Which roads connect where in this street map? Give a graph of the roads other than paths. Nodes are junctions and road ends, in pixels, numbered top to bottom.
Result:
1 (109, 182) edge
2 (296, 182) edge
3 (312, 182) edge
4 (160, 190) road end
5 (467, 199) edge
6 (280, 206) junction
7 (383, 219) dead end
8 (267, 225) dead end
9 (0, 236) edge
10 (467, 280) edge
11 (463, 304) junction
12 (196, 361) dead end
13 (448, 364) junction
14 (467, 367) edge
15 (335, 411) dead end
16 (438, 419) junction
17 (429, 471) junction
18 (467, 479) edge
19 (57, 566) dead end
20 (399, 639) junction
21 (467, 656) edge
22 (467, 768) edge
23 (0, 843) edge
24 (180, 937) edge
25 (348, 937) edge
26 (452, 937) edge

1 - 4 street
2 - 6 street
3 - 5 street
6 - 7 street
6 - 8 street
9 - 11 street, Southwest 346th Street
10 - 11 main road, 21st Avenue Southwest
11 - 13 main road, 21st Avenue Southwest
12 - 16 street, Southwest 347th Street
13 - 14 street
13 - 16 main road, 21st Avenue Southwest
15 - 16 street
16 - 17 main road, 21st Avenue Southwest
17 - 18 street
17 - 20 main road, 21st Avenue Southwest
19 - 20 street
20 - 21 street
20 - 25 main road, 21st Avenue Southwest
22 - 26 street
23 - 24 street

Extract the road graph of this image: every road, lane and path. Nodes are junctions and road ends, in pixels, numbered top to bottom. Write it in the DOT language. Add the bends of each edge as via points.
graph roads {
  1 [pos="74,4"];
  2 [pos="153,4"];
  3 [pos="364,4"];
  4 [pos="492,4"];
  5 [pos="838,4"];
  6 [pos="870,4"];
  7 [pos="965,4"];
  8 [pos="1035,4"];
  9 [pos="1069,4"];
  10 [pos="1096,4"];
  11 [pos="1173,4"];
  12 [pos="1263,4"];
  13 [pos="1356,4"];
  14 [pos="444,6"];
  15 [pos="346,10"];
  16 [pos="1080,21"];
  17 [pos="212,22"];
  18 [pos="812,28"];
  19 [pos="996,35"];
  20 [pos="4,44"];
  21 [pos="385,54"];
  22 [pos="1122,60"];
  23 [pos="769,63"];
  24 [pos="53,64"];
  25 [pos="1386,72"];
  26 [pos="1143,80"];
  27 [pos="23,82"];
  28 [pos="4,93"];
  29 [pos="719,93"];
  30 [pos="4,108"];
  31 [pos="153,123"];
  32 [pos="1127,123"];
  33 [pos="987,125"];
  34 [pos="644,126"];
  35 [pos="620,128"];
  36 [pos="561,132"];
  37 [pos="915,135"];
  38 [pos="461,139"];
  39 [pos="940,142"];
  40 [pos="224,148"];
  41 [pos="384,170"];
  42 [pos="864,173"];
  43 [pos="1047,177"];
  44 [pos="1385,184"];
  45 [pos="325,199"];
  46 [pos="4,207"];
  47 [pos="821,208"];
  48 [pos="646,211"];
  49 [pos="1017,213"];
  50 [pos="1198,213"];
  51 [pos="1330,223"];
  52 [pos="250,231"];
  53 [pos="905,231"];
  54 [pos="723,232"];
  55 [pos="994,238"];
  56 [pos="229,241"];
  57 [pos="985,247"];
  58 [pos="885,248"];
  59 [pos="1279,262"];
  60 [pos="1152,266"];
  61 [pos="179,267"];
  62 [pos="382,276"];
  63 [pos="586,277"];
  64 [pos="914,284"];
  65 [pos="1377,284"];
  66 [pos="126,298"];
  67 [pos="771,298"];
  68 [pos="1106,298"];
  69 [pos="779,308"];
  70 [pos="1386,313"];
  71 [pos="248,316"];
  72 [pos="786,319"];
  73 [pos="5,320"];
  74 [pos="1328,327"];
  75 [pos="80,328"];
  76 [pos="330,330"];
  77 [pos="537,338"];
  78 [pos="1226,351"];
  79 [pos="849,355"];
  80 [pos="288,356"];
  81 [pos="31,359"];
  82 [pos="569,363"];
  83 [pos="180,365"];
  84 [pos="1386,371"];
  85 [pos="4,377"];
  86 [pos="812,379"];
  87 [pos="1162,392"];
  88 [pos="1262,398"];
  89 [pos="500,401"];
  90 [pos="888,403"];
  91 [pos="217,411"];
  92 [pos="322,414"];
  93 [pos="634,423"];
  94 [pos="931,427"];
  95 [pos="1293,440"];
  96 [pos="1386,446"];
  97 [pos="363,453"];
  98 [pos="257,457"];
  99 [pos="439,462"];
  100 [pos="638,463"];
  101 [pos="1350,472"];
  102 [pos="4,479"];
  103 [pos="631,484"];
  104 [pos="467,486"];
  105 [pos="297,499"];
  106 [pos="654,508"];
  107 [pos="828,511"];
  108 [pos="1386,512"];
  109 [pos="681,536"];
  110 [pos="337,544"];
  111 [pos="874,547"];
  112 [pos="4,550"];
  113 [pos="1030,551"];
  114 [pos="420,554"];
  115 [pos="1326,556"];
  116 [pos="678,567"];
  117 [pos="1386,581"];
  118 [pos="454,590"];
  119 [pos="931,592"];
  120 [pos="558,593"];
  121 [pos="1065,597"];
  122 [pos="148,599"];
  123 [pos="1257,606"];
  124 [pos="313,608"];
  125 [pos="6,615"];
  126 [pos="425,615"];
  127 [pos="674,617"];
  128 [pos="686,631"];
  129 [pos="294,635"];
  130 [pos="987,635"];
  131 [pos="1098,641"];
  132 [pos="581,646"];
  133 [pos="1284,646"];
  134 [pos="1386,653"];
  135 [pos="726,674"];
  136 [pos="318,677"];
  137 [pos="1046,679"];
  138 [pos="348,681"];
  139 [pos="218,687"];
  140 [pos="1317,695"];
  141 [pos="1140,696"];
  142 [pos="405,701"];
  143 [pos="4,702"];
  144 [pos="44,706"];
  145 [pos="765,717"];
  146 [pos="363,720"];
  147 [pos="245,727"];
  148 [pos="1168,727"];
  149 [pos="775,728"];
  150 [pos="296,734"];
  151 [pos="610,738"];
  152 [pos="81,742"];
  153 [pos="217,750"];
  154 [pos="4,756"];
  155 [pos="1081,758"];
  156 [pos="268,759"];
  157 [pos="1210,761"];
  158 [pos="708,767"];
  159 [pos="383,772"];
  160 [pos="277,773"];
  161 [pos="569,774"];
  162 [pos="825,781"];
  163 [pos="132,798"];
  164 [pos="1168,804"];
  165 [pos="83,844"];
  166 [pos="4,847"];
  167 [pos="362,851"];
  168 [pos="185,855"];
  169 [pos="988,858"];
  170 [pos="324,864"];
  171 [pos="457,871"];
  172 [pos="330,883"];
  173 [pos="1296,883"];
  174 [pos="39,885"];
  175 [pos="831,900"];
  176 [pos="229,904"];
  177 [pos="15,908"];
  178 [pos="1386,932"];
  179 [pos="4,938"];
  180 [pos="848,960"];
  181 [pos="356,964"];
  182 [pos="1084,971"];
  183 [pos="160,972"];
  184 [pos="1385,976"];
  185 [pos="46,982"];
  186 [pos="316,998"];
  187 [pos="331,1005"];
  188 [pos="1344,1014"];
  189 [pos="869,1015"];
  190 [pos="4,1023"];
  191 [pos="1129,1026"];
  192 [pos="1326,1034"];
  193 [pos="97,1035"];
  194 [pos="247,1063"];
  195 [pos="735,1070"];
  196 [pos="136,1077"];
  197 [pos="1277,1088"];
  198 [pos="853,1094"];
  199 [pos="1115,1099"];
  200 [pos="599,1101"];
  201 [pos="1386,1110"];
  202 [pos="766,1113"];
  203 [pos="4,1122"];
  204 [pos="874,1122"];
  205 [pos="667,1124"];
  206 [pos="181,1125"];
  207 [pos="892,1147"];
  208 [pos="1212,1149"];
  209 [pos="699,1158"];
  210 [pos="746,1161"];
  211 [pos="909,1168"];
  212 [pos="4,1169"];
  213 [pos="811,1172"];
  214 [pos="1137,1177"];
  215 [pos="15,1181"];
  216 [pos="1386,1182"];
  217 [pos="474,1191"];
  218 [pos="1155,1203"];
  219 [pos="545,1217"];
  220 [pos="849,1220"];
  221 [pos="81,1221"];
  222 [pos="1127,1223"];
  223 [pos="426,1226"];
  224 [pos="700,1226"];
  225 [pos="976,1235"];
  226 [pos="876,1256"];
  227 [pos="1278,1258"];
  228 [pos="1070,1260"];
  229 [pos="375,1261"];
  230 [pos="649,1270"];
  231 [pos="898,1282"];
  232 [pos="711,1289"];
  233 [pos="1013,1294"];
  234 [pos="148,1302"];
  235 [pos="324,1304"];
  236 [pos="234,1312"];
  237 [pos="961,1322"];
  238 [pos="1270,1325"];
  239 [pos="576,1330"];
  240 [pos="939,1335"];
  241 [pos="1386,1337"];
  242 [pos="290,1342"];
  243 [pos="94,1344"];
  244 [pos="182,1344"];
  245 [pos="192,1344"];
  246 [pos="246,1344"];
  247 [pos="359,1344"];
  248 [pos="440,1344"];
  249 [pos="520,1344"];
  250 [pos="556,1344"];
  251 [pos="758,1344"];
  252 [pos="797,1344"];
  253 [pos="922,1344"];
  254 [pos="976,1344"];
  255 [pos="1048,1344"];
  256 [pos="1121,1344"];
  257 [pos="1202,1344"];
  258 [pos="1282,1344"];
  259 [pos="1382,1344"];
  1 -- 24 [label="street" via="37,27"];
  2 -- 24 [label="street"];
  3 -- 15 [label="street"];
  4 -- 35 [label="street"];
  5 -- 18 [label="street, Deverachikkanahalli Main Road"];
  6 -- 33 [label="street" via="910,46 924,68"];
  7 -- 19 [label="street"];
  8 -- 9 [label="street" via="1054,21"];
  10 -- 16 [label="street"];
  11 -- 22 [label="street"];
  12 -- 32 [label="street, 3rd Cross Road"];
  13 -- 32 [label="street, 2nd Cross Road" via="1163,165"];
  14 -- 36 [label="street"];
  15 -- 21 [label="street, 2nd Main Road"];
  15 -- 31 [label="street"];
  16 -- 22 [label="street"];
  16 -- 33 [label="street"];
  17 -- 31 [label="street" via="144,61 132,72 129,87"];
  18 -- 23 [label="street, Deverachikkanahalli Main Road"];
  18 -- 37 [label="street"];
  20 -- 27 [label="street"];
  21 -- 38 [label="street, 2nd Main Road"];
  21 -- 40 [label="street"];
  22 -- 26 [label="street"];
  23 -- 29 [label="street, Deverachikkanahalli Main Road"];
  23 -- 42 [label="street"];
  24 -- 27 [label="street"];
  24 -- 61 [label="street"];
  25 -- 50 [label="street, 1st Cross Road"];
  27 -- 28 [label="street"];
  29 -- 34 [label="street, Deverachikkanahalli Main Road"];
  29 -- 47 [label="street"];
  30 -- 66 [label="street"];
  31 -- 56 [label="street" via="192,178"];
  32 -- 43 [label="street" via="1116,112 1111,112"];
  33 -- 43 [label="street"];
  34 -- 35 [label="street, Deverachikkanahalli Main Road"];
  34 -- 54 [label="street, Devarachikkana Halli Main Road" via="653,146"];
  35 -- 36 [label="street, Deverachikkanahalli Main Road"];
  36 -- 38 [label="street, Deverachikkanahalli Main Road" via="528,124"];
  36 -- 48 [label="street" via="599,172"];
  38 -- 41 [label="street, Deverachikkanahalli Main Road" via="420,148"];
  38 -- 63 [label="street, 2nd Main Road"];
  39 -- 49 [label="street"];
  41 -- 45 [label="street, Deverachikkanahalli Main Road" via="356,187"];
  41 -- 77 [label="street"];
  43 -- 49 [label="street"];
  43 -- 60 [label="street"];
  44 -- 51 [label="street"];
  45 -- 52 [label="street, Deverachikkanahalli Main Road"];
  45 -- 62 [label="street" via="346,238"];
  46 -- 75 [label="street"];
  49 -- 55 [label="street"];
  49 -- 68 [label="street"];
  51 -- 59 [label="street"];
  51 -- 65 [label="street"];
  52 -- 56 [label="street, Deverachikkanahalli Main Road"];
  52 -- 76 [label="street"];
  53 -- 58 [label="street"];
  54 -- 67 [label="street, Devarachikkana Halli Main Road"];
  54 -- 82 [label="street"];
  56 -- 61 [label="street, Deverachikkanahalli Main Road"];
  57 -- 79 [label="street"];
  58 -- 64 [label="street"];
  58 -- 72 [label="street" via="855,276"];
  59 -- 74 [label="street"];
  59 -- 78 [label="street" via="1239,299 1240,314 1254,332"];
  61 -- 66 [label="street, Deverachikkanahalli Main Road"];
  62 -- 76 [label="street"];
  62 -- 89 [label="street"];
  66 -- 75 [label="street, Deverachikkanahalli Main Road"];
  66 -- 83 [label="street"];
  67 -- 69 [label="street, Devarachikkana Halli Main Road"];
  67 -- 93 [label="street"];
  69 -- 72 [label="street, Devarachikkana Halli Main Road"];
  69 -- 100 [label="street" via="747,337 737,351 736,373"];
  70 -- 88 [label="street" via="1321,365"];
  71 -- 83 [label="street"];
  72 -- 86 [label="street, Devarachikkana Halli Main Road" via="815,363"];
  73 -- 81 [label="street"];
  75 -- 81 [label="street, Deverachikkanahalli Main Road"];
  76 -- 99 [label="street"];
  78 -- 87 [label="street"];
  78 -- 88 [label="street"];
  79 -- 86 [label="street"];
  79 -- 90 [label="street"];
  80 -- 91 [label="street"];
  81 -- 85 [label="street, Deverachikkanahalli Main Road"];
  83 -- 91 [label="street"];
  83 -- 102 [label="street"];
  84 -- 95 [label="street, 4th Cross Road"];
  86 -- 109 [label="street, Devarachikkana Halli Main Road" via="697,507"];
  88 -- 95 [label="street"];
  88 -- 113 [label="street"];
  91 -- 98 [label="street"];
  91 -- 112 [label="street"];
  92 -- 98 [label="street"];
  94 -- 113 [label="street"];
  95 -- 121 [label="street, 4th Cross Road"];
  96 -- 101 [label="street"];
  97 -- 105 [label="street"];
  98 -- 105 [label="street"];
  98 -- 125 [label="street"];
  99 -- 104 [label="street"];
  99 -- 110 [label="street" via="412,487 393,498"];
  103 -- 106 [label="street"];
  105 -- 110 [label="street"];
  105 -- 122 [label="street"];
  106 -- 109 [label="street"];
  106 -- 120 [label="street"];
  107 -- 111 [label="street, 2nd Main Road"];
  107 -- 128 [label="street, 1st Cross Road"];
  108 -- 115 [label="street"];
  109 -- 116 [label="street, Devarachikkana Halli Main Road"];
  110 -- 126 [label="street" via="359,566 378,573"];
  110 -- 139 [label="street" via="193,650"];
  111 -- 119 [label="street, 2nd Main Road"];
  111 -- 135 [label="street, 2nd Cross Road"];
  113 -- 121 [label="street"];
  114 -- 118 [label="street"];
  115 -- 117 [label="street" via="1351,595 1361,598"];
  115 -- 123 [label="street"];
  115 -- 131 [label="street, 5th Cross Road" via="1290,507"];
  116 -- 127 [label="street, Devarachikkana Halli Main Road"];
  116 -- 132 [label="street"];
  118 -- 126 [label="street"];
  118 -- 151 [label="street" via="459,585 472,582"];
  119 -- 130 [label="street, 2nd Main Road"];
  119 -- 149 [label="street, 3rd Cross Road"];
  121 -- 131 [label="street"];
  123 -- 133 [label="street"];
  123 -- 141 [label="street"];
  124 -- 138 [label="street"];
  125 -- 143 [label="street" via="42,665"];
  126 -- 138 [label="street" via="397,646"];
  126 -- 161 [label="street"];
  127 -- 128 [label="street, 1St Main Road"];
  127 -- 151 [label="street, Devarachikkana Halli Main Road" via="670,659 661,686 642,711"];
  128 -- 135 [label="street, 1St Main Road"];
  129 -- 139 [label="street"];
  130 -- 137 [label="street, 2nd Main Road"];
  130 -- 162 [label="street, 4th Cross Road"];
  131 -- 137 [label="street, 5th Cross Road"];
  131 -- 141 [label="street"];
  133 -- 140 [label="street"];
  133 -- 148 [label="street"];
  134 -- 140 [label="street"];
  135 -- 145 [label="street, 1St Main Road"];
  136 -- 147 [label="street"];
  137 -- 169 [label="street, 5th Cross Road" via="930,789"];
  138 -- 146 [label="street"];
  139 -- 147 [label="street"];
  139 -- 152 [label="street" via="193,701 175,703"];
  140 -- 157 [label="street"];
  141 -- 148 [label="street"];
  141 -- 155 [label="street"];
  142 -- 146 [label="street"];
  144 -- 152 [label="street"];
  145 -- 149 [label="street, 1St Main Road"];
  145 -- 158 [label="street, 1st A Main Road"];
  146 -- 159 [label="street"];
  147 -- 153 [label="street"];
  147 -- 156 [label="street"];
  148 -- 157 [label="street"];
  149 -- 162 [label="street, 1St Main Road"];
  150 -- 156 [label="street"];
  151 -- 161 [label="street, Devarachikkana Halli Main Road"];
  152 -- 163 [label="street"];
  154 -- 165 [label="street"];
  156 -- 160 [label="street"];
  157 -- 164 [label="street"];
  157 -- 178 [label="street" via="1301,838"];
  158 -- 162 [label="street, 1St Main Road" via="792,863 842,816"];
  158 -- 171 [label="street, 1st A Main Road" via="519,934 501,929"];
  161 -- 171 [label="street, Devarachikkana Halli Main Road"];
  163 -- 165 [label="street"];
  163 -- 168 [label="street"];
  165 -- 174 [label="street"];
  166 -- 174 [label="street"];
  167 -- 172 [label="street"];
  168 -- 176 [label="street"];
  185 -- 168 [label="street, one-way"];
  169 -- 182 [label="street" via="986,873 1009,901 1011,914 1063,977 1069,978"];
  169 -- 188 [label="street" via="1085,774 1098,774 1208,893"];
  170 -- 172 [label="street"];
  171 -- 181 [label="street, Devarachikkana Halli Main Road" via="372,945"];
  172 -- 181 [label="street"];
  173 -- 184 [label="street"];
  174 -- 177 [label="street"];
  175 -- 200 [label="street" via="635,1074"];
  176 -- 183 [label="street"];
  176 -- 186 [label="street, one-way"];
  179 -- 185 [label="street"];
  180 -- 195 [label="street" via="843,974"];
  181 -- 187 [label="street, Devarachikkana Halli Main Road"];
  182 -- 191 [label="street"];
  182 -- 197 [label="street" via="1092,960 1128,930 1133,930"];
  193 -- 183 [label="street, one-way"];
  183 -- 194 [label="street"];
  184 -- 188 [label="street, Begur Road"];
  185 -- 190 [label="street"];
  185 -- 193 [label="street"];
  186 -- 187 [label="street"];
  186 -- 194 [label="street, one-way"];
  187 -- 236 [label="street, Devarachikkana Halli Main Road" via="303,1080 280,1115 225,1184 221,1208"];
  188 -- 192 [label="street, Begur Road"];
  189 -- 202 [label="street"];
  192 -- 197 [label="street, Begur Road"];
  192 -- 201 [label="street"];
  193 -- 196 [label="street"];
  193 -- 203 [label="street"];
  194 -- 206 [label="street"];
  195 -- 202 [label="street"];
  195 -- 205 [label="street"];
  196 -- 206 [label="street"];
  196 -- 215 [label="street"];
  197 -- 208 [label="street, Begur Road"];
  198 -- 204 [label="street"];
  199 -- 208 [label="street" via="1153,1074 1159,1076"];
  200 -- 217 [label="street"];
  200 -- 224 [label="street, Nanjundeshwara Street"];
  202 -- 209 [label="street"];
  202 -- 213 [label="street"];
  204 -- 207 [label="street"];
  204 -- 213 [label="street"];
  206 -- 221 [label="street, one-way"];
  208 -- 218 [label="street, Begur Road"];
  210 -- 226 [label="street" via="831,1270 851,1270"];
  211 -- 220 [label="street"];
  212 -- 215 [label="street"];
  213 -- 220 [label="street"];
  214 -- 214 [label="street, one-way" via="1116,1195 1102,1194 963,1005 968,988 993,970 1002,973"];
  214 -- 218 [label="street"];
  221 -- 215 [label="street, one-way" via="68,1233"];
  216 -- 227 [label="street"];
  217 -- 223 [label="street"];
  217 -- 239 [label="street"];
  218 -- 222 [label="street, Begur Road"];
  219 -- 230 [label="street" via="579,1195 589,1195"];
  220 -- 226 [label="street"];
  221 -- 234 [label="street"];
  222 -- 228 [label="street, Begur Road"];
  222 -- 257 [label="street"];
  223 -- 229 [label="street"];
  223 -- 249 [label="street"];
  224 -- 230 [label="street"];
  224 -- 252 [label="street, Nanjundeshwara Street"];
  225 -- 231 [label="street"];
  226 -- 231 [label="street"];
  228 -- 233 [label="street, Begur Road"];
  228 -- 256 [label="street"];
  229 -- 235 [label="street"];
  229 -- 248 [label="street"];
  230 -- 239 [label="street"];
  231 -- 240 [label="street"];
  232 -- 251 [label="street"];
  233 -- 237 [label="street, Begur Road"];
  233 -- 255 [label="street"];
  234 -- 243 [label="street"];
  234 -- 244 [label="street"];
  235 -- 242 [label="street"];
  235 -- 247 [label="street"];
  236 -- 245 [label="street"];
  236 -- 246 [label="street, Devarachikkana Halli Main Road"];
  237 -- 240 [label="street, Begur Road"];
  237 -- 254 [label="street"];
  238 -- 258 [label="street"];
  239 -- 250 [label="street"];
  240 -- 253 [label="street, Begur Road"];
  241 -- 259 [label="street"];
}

**ACTION ITEM**
Which lines of the data include the string "Nanjundeshwara"? Find them and copy each one.

**YOUR RESPONSE**
  200 -- 224 [label="street, Nanjundeshwara Street"];
  224 -- 252 [label="street, Nanjundeshwara Street"];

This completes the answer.